And that is the intended and desired behavior? Personally I find it
quite unintuitive to have `modification-hooks' be "Hooks that are called
when some characters in region _might_ be modified".
I don't think that it's just me, either; in buffer-tests.el's
`overlay-modification-hooks' there is a comment stating
> Replacing text never calls `insert-in-front-hooks' or
> `insert-behind-hooks'. It calls `modification-hooks' if the overlay
> covers any text that has changed.
which seems to suggest that the tests there were also written with the
understanding that `modification-hooks' should only be called for
characters actually being replaced.
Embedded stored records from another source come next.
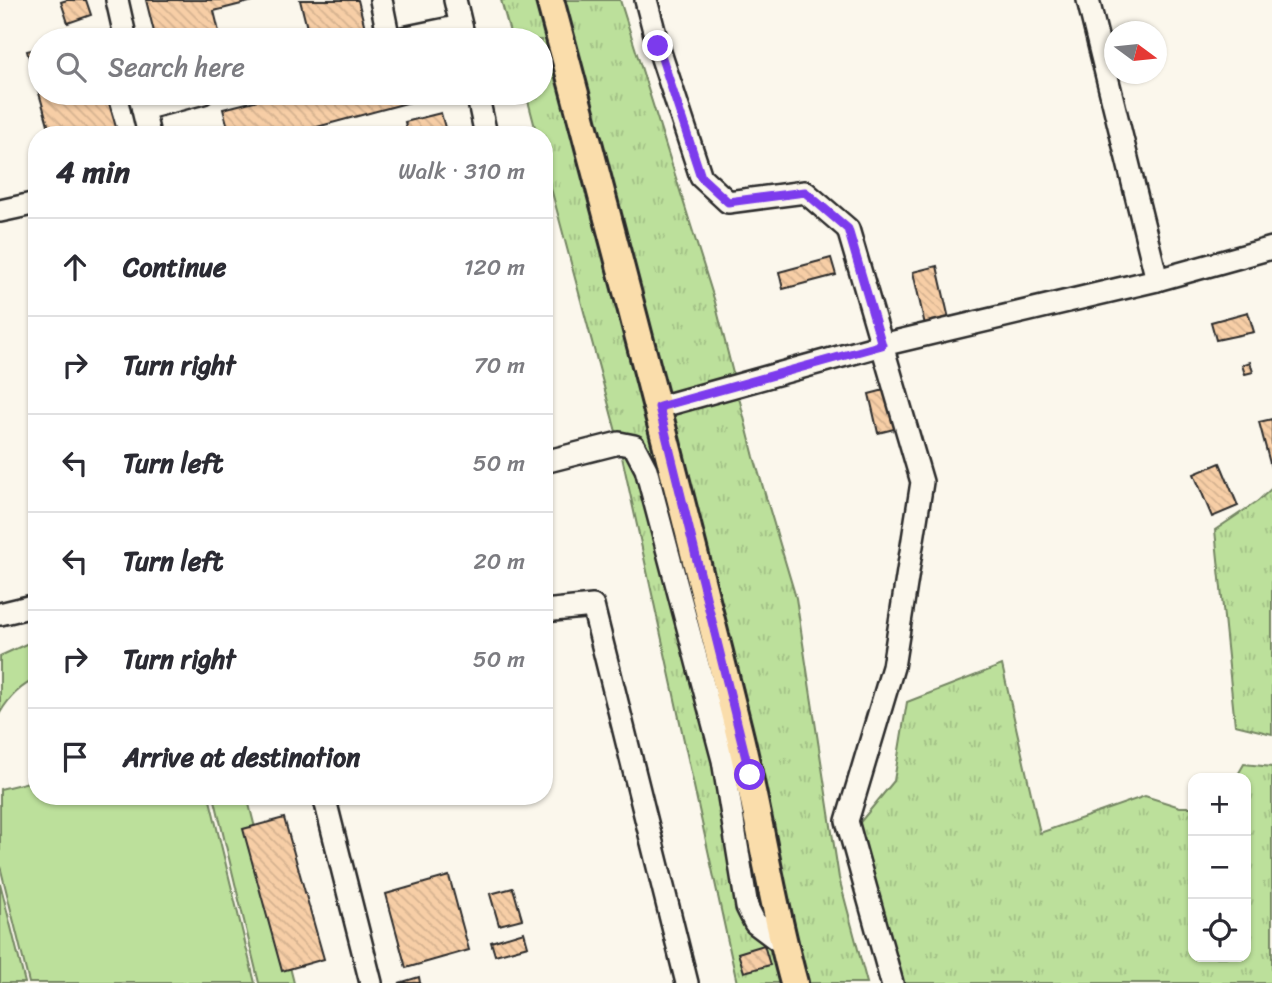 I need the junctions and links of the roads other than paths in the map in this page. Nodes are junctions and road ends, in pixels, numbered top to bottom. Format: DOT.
graph roads {
  1 [pos="117,0"];
  2 [pos="381,0"];
  3 [pos="455,0"];
  4 [pos="550,0"];
  5 [pos="646,0"];
  6 [pos="1088,0"];
  7 [pos="124,28"];
  8 [pos="388,28"];
  9 [pos="462,28"];
  10 [pos="142,105"];
  11 [pos="480,105"];
  12 [pos="147,126"];
  13 [pos="484,126"];
  14 [pos="28,205"];
  15 [pos="0,211"];
  16 [pos="1272,248"];
  17 [pos="1157,280"];
  18 [pos="882,345"];
  19 [pos="659,407"];
  20 [pos="553,460"];
  21 [pos="28,607"];
  22 [pos="553,610"];
  23 [pos="0,614"];
  24 [pos="326,805"];
  25 [pos="783,944"];
  26 [pos="371,983"];
  27 [pos="687,983"];
  28 [pos="794,983"];
  29 [pos="892,983"];
  1 -- 7 [label="lane"];
  2 -- 8 [label="lane"];
  3 -- 9 [label="lane"];
  4 -- 19 [label="main road"];
  5 -- 18 [label="lane"];
  6 -- 17 [label="lane"];
  10 -- 12 [label="lane"];
  11 -- 13 [label="lane"];
  14 -- 15 [label="lane"];
  16 -- 17 [label="lane"];
  17 -- 18 [label="lane"];
  18 -- 19 [label="lane"];
  18 -- 29 [label="lane"];
  19 -- 25 [label="main road"];
  20 -- 25 [label="lane"];
  21 -- 23 [label="lane"];
  22 -- 27 [label="lane"];
  24 -- 26 [label="lane"];
  25 -- 28 [label="main road"];
} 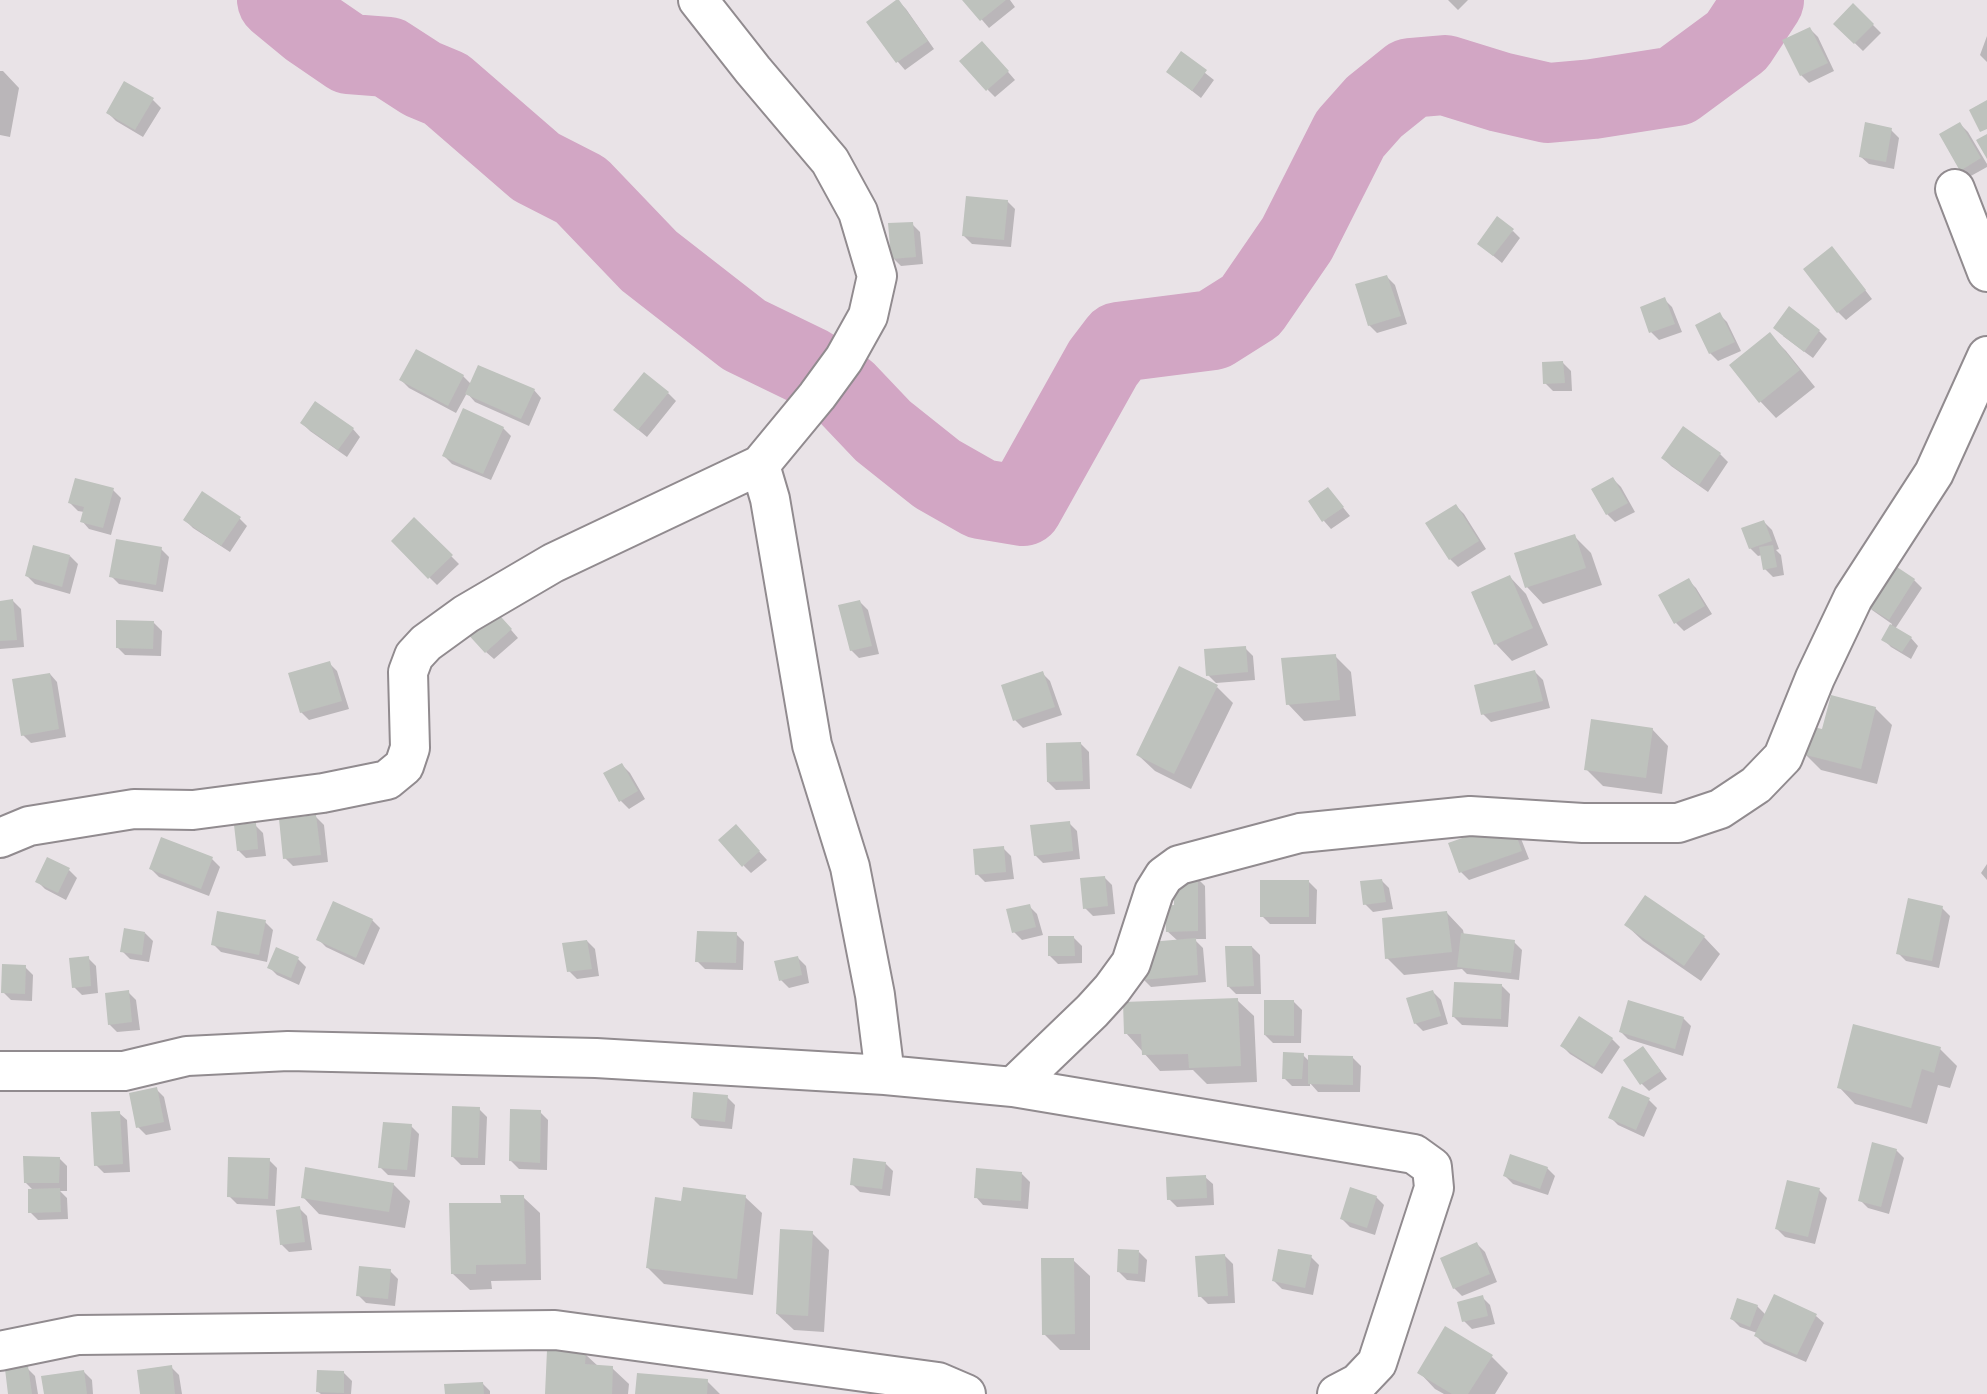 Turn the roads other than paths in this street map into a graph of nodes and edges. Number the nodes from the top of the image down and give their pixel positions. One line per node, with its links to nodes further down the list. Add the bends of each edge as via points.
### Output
1 (698, 0): 5 (street, via 830,160 858,212 877,276 868,316 844,359)
2 (1955, 189): 3 (street)
3 (1987, 272)
4 (1987, 356): 9 (street, via 1934,473 1853,598 1783,757 1756,785 1720,809 1678,823 1470,816 1300,833 1179,864 1154,892 1130,963 1112,989)
5 (760, 466): 6 (street, via 553,564 425,643 408,672 410,748 404,766 387,780 193,810 134,809 29,826); 8 (street, via 770,499 812,745 850,867)
6 (0, 838)
7 (0, 1071): 8 (street, via 124,1071 187,1056 288,1051 596,1058)
8 (886, 1075): 9 (street)
9 (1013, 1087): 12 (street, via 1414,1154 1432,1167 1434,1188 1377,1363 1358,1383)
10 (0, 1351): 11 (street, via 78,1335 555,1330 938,1382)
11 (965, 1394)
12 (1337, 1394)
Of course, those tests are for
`replace-match', but still, I see no reason why the two should have
different semantics (sans performance considerations, of course).
Information forwarded
to
bug-gnu-emacs <at> gnu.org
:
bug#76108
; Package
emacs
.
(Fri, 07 Feb 2025 16:07:02 GMT)
Full text and
rfc822 format available.
Message #20 received at 76108 <at> debbugs.gnu.org (full text, mbox):
>> The reason is that running the modification hooks N times (to replace
>> N chars) would be expensive.
> What if we called `modify_text' for each contiguous region of FROMCHARs?
AFAIK, in practice most such regions would span a single char anyway, so
I don't think it would make a big difference.
[ Furthermore, IIRC, another reasons we like to call the hooks only once
is that those hooks would otherwise be called while in the middle of
`subst-char-in-region`, so we'd need to be more careful with potential
unexpected changes happening while running the hooks. Nothing that
can't be handled, but a known source of corner case bugs. ]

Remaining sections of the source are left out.